## ASSIGNMENT
Your task is to copy the data exactly while leaving out every picture.

(Saved data entries)

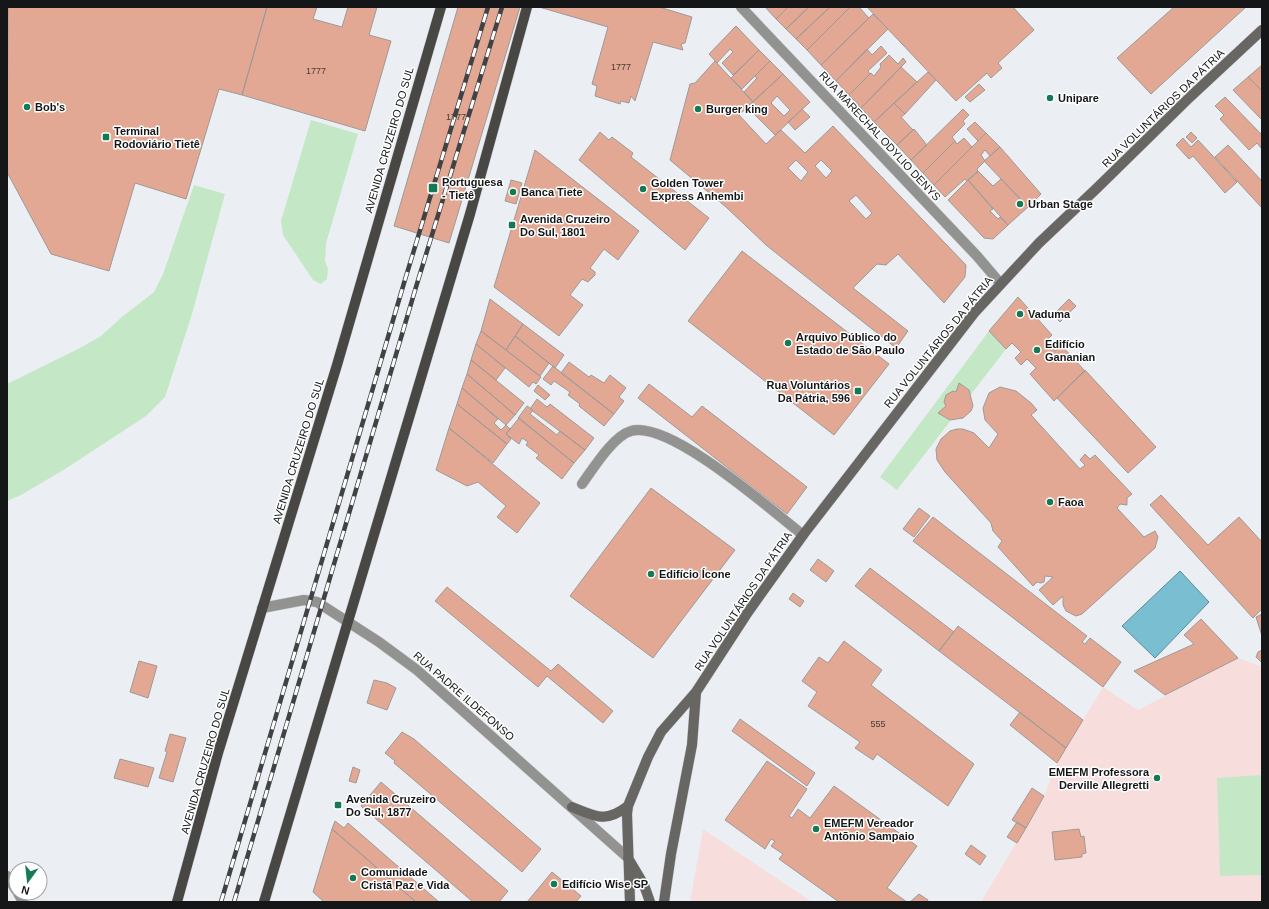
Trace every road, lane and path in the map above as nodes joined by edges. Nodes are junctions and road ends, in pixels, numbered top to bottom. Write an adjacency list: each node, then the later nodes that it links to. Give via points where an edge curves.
1 (441, 7): 8 (main road, AVENIDA CRUZEIRO DO SUL, via 337,365)
2 (528, 7): 9 (main road)
3 (741, 7): 5 (street, RUA MARECHAL ODYLIO DENYS)
4 (1262, 30): 5 (main road, RUA VOLUNTÁRIOS DA PÁTRIA, via 1039,242)
5 (1000, 283): 7 (main road, RUA VOLUNTÁRIOS DA PÁTRIA)
6 (582, 484): 7 (street, via 608,449 623,436 631,431 647,431 663,435 690,450)
7 (802, 535): 10 (main road, RUA VOLUNTÁRIOS DA PÁTRIA)
8 (262, 608): 9 (street, RUA PADRE ILDEFONSO, via 304,600 320,604); 14 (main road, AVENIDA CRUZEIRO DO SUL)
9 (347, 621): 12 (street, RUA PADRE ILDEFONSO, via 417,670); 15 (main road)
10 (696, 692): 11 (main road, RUA VOLUNTÁRIOS DA PÁTRIA, via 660,732); 18 (main road, RUA VOLUNTÁRIOS DA PÁTRIA, via 692,745)
11 (628, 806): 12 (main road, via 616,814 603,818); 13 (main road, RUA VOLUNTÁRIOS DA PÁTRIA)
12 (572, 807): 13 (street, RUA PADRE ILDEFONSO)
13 (627, 858): 16 (main road, RUA VOLUNTÁRIOS DA PÁTRIA); 17 (main road, via 644,885)
14 (177, 902)
15 (264, 902)
16 (630, 902)
17 (650, 902)
18 (664, 902)

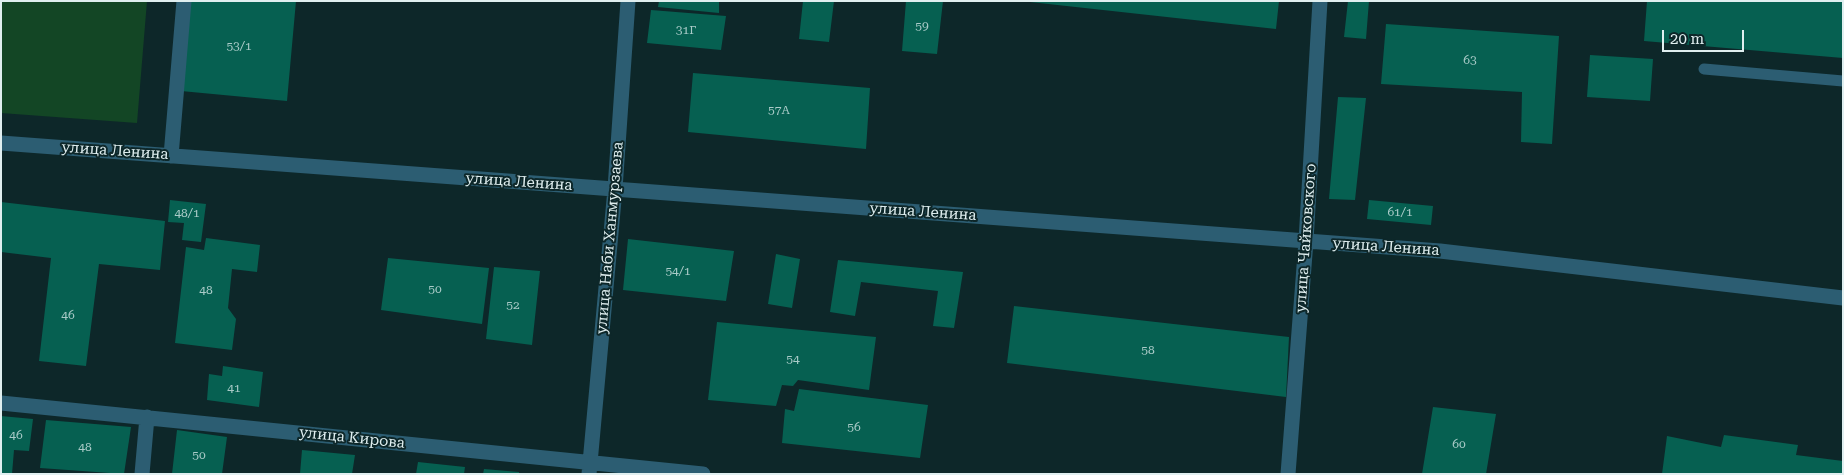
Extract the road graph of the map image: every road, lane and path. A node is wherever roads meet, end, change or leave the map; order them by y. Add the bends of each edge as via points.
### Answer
1 (184, 1) edge
2 (628, 1) edge
3 (1320, 1) edge
4 (1704, 69) dead end
5 (1843, 81) edge
6 (1, 143) edge
7 (171, 156) junction
8 (615, 189) junction
9 (1306, 241) junction
10 (1843, 298) edge
11 (1, 403) edge
12 (147, 417) junction
13 (590, 468) edge
14 (142, 474) edge
15 (703, 474) edge
16 (1288, 474) edge

1 - 7 street
2 - 8 street, улица Наби Ханмурзаева
3 - 9 street, улица Чайковского
4 - 5 lane
6 - 7 street, улица Ленина
7 - 8 street, улица Ленина
8 - 9 street, улица Ленина
8 - 13 street, улица Наби Ханмурзаева
9 - 10 street, улица Ленина via 1440,251
9 - 16 street, улица Чайковского
11 - 12 street, улица Кирова
12 - 13 street, улица Кирова
12 - 14 street
13 - 15 street, улица Кирова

## EXERCISE RESPONSE
Trace every road, lane and path in the map above as nodes joined by edges. Nodes are junctions and road ends, in pixels, numbered top to bottom. Write an adjacency list: each node, then the later nodes that it links to. Give via points where an edge curves.
1 (441, 7): 8 (main road, AVENIDA CRUZEIRO DO SUL, via 337,365)
2 (528, 7): 9 (main road)
3 (741, 7): 5 (street, RUA MARECHAL ODYLIO DENYS)
4 (1262, 30): 5 (main road, RUA VOLUNTÁRIOS DA PÁTRIA, via 1039,242)
5 (1000, 283): 7 (main road, RUA VOLUNTÁRIOS DA PÁTRIA)
6 (582, 484): 7 (street, via 608,449 623,436 631,431 647,431 663,435 690,450)
7 (802, 535): 10 (main road, RUA VOLUNTÁRIOS DA PÁTRIA)
8 (262, 608): 9 (street, RUA PADRE ILDEFONSO, via 304,600 320,604); 14 (main road, AVENIDA CRUZEIRO DO SUL)
9 (347, 621): 12 (street, RUA PADRE ILDEFONSO, via 417,670); 15 (main road)
10 (696, 692): 11 (main road, RUA VOLUNTÁRIOS DA PÁTRIA, via 660,732); 18 (main road, RUA VOLUNTÁRIOS DA PÁTRIA, via 692,745)
11 (628, 806): 12 (main road, via 616,814 603,818); 13 (main road, RUA VOLUNTÁRIOS DA PÁTRIA)
12 (572, 807): 13 (street, RUA PADRE ILDEFONSO)
13 (627, 858): 16 (main road, RUA VOLUNTÁRIOS DA PÁTRIA); 17 (main road, via 644,885)
14 (177, 902)
15 (264, 902)
16 (630, 902)
17 (650, 902)
18 (664, 902)

Extract the road graph of the map image: every road, lane and path. A node is wherever roads meet, end, change or leave the map; order them by y. Add the bends of each edge as via points.
### Answer
1 (184, 1) edge
2 (628, 1) edge
3 (1320, 1) edge
4 (1704, 69) dead end
5 (1843, 81) edge
6 (1, 143) edge
7 (171, 156) junction
8 (615, 189) junction
9 (1306, 241) junction
10 (1843, 298) edge
11 (1, 403) edge
12 (147, 417) junction
13 (590, 468) edge
14 (142, 474) edge
15 (703, 474) edge
16 (1288, 474) edge

1 - 7 street
2 - 8 street, улица Наби Ханмурзаева
3 - 9 street, улица Чайковского
4 - 5 lane
6 - 7 street, улица Ленина
7 - 8 street, улица Ленина
8 - 9 street, улица Ленина
8 - 13 street, улица Наби Ханмурзаева
9 - 10 street, улица Ленина via 1440,251
9 - 16 street, улица Чайковского
11 - 12 street, улица Кирова
12 - 13 street, улица Кирова
12 - 14 street
13 - 15 street, улица Кирова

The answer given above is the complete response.